• _TASK OBJECTIVE_
State how many lines of the records contain the string "Schillerstraße". Give the number alone.

Dataset entries:
——

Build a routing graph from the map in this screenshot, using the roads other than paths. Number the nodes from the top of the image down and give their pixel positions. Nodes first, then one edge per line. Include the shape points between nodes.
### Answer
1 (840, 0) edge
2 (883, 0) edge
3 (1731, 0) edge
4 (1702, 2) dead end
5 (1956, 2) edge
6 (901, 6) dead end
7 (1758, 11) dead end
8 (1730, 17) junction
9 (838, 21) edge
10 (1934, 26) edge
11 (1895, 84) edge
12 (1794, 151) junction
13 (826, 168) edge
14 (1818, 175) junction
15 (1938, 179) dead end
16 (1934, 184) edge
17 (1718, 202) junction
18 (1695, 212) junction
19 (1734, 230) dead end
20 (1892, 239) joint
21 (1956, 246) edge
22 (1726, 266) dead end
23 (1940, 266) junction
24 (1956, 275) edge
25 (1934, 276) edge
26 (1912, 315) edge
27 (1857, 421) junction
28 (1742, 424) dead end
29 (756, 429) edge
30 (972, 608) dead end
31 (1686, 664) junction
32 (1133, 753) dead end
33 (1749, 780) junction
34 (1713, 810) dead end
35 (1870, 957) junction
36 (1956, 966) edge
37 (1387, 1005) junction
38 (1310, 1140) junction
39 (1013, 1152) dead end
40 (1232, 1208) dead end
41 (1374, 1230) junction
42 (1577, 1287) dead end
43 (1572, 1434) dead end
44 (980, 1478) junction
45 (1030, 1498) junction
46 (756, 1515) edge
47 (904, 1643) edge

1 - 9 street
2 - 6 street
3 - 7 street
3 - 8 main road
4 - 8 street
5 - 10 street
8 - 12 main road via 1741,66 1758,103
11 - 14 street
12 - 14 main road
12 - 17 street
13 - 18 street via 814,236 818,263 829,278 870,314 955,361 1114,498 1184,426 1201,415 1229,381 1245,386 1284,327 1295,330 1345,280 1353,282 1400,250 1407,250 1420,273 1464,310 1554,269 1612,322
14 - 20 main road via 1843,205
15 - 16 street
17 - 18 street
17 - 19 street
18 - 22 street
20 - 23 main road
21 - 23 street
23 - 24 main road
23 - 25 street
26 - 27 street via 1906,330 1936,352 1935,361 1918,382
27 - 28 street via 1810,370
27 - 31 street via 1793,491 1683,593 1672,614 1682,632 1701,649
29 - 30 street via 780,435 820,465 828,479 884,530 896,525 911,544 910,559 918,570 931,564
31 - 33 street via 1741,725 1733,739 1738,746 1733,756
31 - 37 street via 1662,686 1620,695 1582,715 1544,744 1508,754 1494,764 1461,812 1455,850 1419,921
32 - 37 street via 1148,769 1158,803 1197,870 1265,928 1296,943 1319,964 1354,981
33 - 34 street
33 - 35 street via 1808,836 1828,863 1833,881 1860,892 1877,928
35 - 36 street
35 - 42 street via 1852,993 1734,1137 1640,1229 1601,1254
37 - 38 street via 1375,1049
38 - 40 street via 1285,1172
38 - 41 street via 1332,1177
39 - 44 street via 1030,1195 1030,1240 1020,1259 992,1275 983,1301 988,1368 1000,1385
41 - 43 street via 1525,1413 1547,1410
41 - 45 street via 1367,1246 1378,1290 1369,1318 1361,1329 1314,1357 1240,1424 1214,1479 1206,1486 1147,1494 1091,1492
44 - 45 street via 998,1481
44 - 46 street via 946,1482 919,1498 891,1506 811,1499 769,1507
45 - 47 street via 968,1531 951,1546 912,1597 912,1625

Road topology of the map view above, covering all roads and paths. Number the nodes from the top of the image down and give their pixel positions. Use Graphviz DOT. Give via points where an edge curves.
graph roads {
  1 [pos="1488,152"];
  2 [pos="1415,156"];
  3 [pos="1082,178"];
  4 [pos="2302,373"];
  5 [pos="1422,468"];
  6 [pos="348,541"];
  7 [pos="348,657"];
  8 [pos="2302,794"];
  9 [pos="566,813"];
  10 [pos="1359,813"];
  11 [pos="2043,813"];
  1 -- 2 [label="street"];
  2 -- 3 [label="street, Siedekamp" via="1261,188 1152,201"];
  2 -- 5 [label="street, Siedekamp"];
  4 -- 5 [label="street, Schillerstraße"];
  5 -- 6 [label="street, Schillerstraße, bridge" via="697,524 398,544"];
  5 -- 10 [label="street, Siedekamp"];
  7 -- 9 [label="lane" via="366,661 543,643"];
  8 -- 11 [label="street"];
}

——

• _WRITTEN RESPONSE_
2